Pharmacokinetic data
- Onset of action: Peak: 2–2.5 hours
- Duration of action: 12 hours

Chemical and physical data
- Formula: C_{29}H_{36}N_{3}O_{2}
- Molar mass: 458.626 g·mol^{−1}
- 3D model (JSmol): Interactive image;
- SMILES C=CCN1C[C@H](C(N(CC)CC)=O)C=C2C3C=CC=C4C3C(C[C@]21[H])=CN4C(C5(CCC5([H])C)C)=O;
- InChI InChI=1S/C29H39N3O2/c1-6-14-31-17-21(27(33)30(7-2)8-3)15-23-22-10-9-11-24-26(22)20(16-25(23)31)18-32(24)28(34)29(5)13-12-19(29)4/h6,9-11,15,18-19,21-22,25-26H,1,7-8,12-14,16-17H2,2-5H3/t19?,21-,22?,25-,26?,29?/m1/s1; Key:KPVPOQRPQTTWNN-JDXRDVCZSA-N;

= 1D-AL-LAD =

1D-AL-LAD, also known as 1-(1,2-dimethylcyclobutane-1-carbonyl)-AL-LAD, is a psychedelic drug of the lysergamide family related to AL-LAD. It is thought to be a prodrug of AL-LAD similarly to how 1D-LSD is a prodrug of LSD. 1D-AL-LAD was encountered online as a novel designer drug in 2023 and 2024. It is said to have a dose of 100 to 300 μg orally, a time to peak effects of 2 to 2.5 hours, and a duration of 12 hours.

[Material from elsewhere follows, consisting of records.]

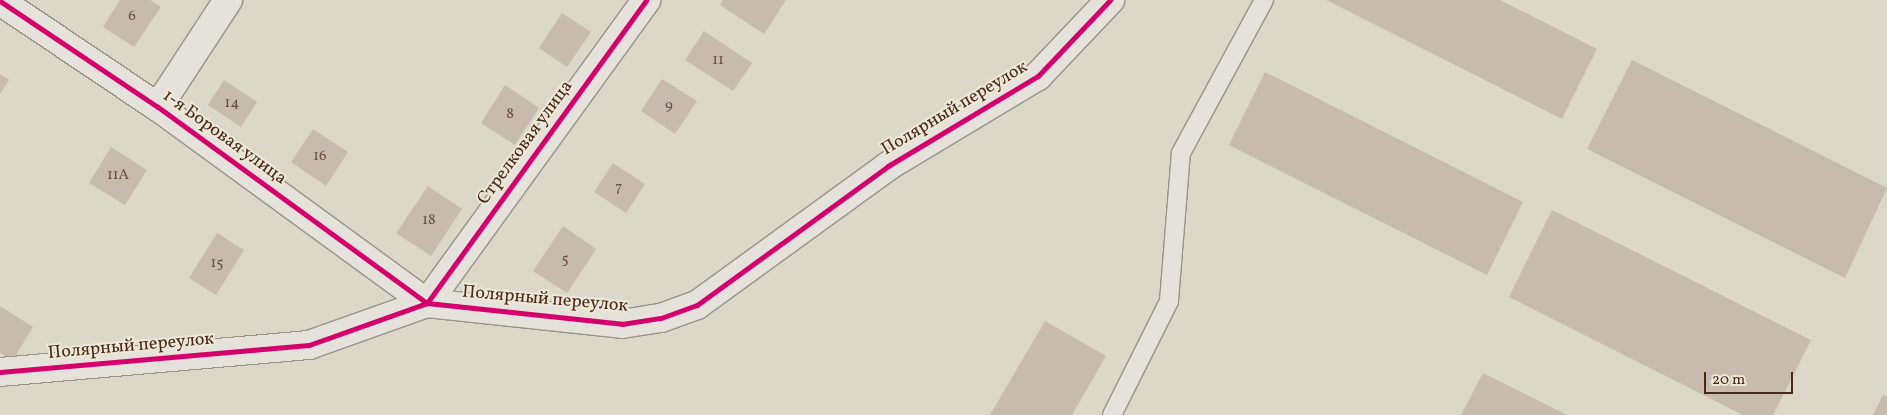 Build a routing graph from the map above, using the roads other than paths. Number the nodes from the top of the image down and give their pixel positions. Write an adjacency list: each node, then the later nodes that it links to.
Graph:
1 (228, 0): 6 (street)
2 (646, 0): 7 (street, Стрелковая улица)
3 (1110, 0): 7 (street, Полярный переулок)
4 (1264, 0): 9 (lane)
5 (0, 1): 6 (street, 1-я Боровая улица)
6 (158, 107): 7 (street, 1-я Боровая улица)
7 (427, 303): 8 (street, Полярный переулок)
8 (0, 372)
9 (1112, 415) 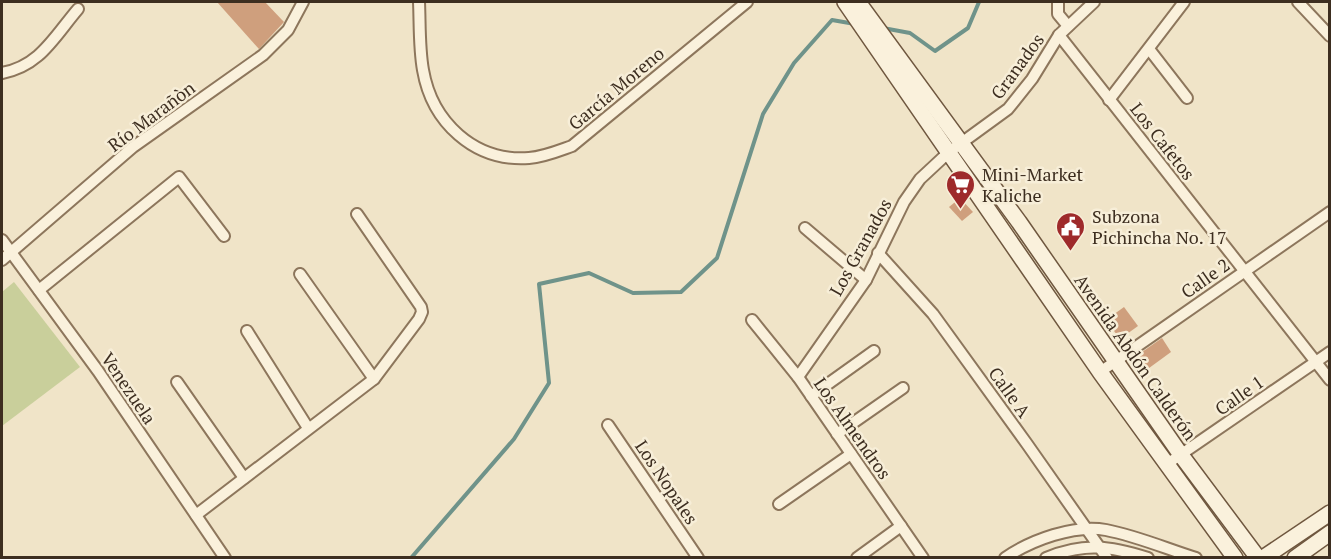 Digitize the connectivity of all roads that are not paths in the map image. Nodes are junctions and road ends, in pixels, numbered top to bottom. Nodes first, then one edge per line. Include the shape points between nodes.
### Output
1 (303, 2) edge
2 (419, 2) edge
3 (747, 2) edge
4 (845, 2) edge
5 (858, 2) edge
6 (1058, 2) edge
7 (1094, 2) edge
8 (1184, 2) edge
9 (1298, 2) edge
10 (78, 9) dead end
11 (1064, 31) junction
12 (1329, 36) edge
13 (1149, 49) junction
14 (893, 61) junction
15 (2, 73) edge
16 (1187, 98) dead end
17 (1109, 100) junction
18 (955, 147) junction
19 (1329, 212) edge
20 (357, 213) dead end
21 (805, 228) dead end
22 (224, 236) dead end
23 (2, 240) edge
24 (11, 253) junction
25 (878, 253) junction
26 (2, 260) edge
27 (1245, 271) junction
28 (300, 274) dead end
29 (866, 279) junction
30 (39, 290) junction
31 (752, 320) dead end
32 (247, 331) dead end
33 (874, 351) dead end
34 (1329, 352) edge
35 (1116, 362) junction
36 (1315, 362) junction
37 (1100, 372) junction
38 (798, 377) junction
39 (374, 379) junction
40 (1329, 380) edge
41 (177, 382) dead end
42 (903, 388) dead end
43 (811, 396) junction
44 (608, 425) dead end
45 (308, 428) junction
46 (837, 434) junction
47 (851, 454) junction
48 (1181, 455) junction
49 (1167, 464) junction
50 (244, 478) junction
51 (779, 504) dead end
52 (1329, 513) edge
53 (196, 515) junction
54 (901, 526) junction
55 (1087, 529) junction
56 (1329, 533) edge
57 (1098, 546) junction
58 (225, 558) edge
59 (698, 558) edge
60 (857, 558) edge
61 (923, 558) edge
62 (1005, 558) edge
63 (1046, 558) edge
64 (1107, 558) edge
65 (1148, 558) edge
66 (1196, 558) edge
67 (1235, 558) edge
68 (1258, 558) edge
69 (1263, 558) edge
70 (1295, 558) edge

1 - 24 street, Río Marañòn via 288,30 263,54 133,147
2 - 3 street, García Moreno via 423,69 428,91 443,120 493,155 519,159 549,155 572,146
4 - 14 main road, Avenida Abdón Calderón
5 - 14 main road, Avenida Abdón Calderón
6 - 11 street, Los Cafetos
7 - 11 street, Granados
8 - 13 street
9 - 12 street
10 - 15 street via 41,55 23,68
11 - 17 street, Los Cafetos
11 - 18 street, Granados via 1008,109
13 - 16 street
13 - 17 street
14 - 18 main road, Avenida Abdón Calderón
17 - 27 street, Los Cafetos
18 - 25 street, Los Granados via 920,179
18 - 35 main road, Avenida Abdón Calderón
18 - 37 main road, Avenida Abdón Calderón
19 - 27 street, Calle 2
20 - 39 street via 422,312
21 - 29 street
22 - 30 street via 179,177
23 - 24 street, Venezuela
24 - 26 street, Río Marañòn
24 - 30 street, Venezuela
25 - 29 street, Los Granados
25 - 55 street, Calle A via 933,314
27 - 35 street, Calle 2
27 - 36 street, Los Cafetos
28 - 39 street
29 - 38 street, Los Granados
30 - 53 street, Venezuela
31 - 38 street, Los Almendros
32 - 45 street
33 - 43 street
34 - 36 street, Calle 1
35 - 37 street, Calle 2
35 - 48 main road, Avenida Abdón Calderón
36 - 40 street, Los Cafetos
36 - 48 street, Calle 1
37 - 49 main road, Avenida Abdón Calderón
38 - 43 street, Los Almendros
39 - 45 street
41 - 50 street
42 - 46 street
43 - 46 street, Los Almendros
44 - 59 street, Los Nopales
45 - 50 street
46 - 47 street, Los Almendros
47 - 51 street
47 - 54 street, Los Almendros
48 - 49 street, Calle 1
48 - 68 main road, Avenida Abdón Calderón
49 - 67 main road, Avenida Abdón Calderón
50 - 53 street
52 - 69 main road
53 - 58 street, Venezuela
54 - 60 street
54 - 61 street, Los Almendros
55 - 57 street, Calle A
55 - 62 street via 1049,536
55 - 66 street via 1106,530
56 - 70 main road
57 - 63 street
57 - 64 street, Calle A
57 - 65 street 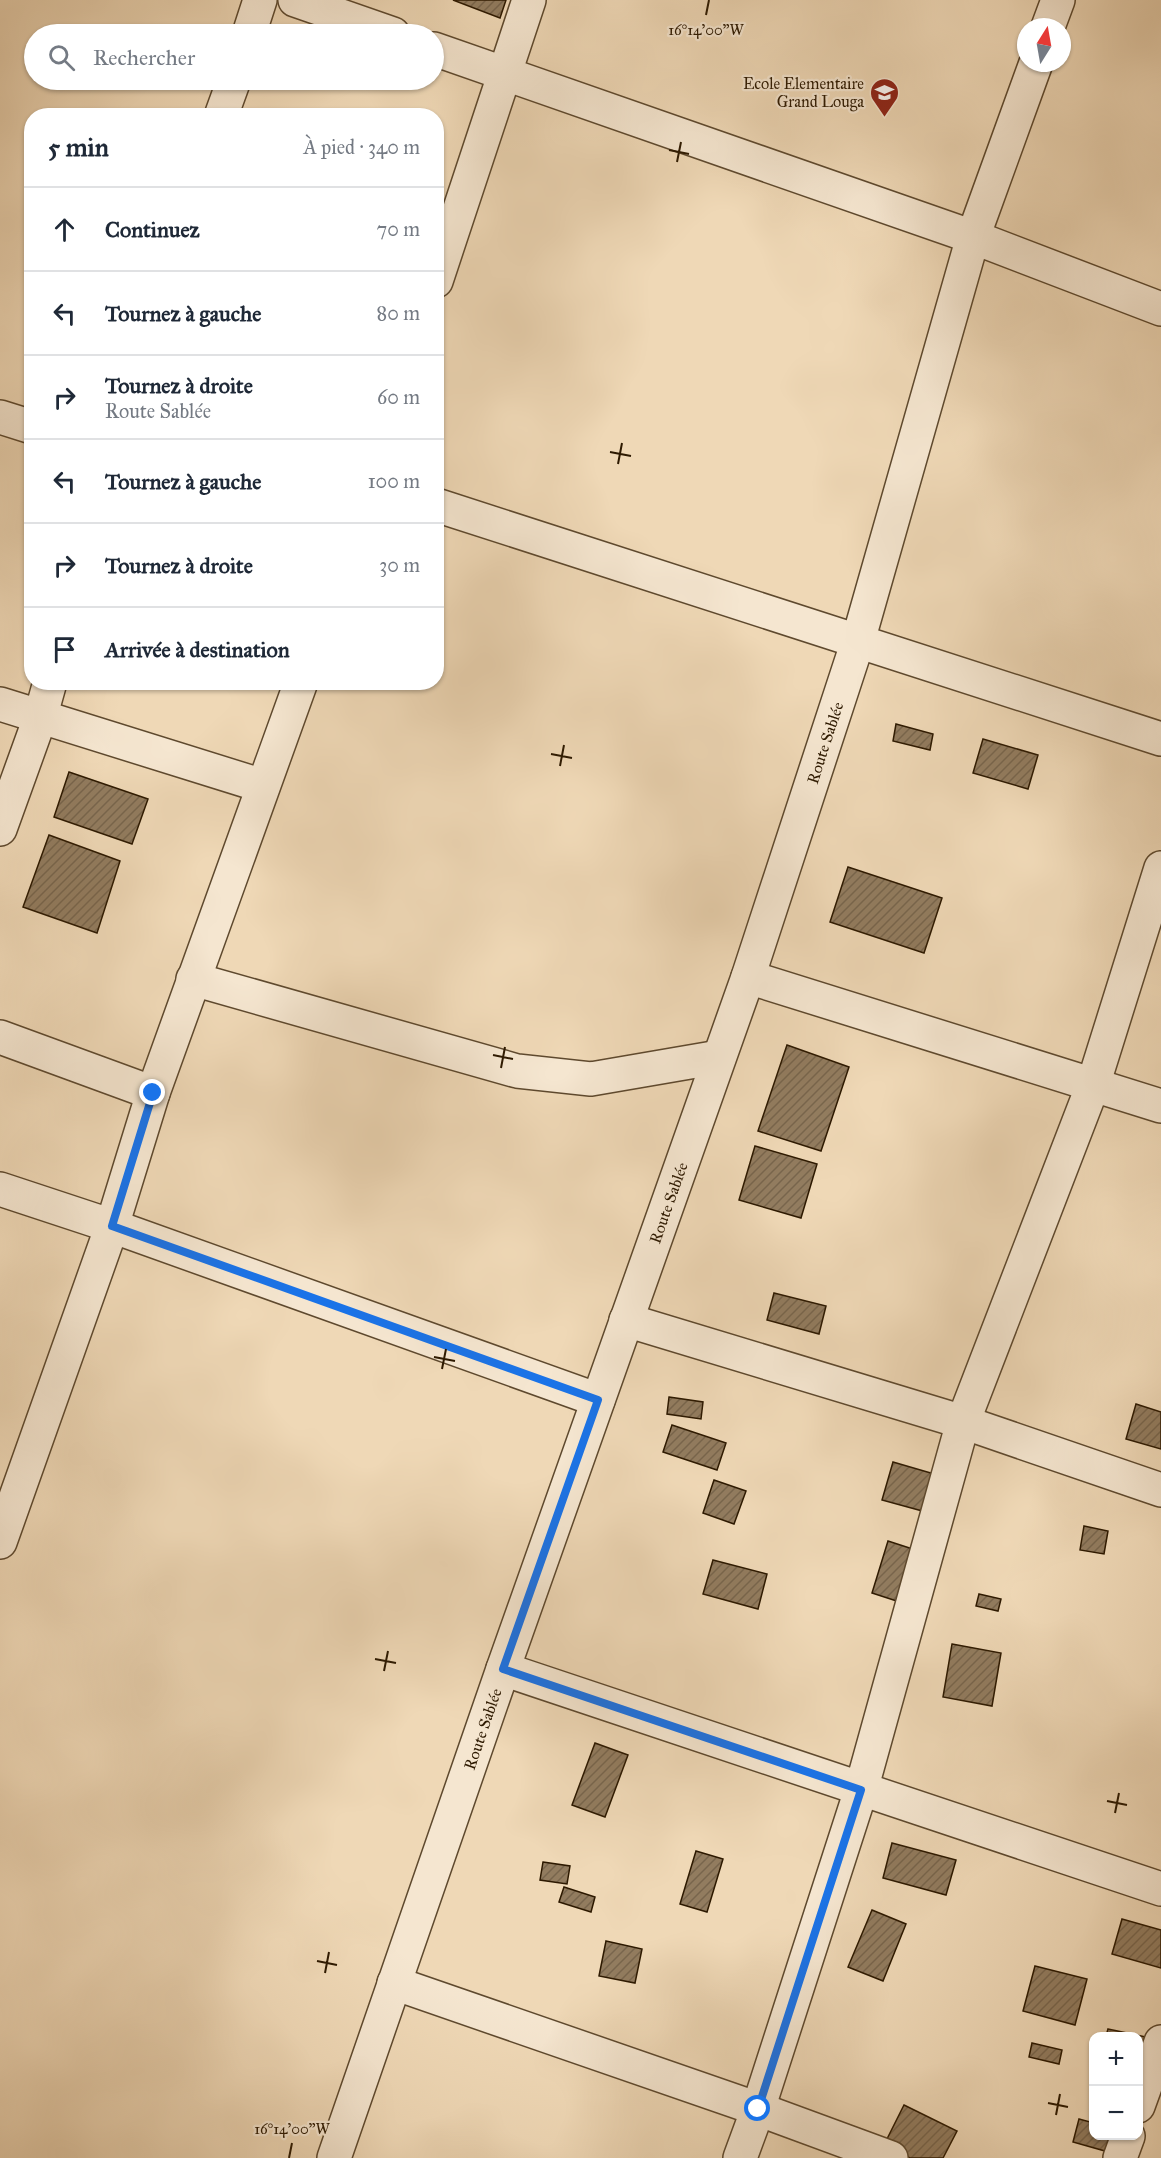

The drug is said have "half the intensity" of LSD, with its effects including psychedelic visuals among others. Although 1D-AL-LAD has reported to have been sold, some or all of the sold product appears to have actually been mislabeled 1T-AL-LAD. 1D-AL-LAD is not an explicitly controlled substance in the United States or in Canada.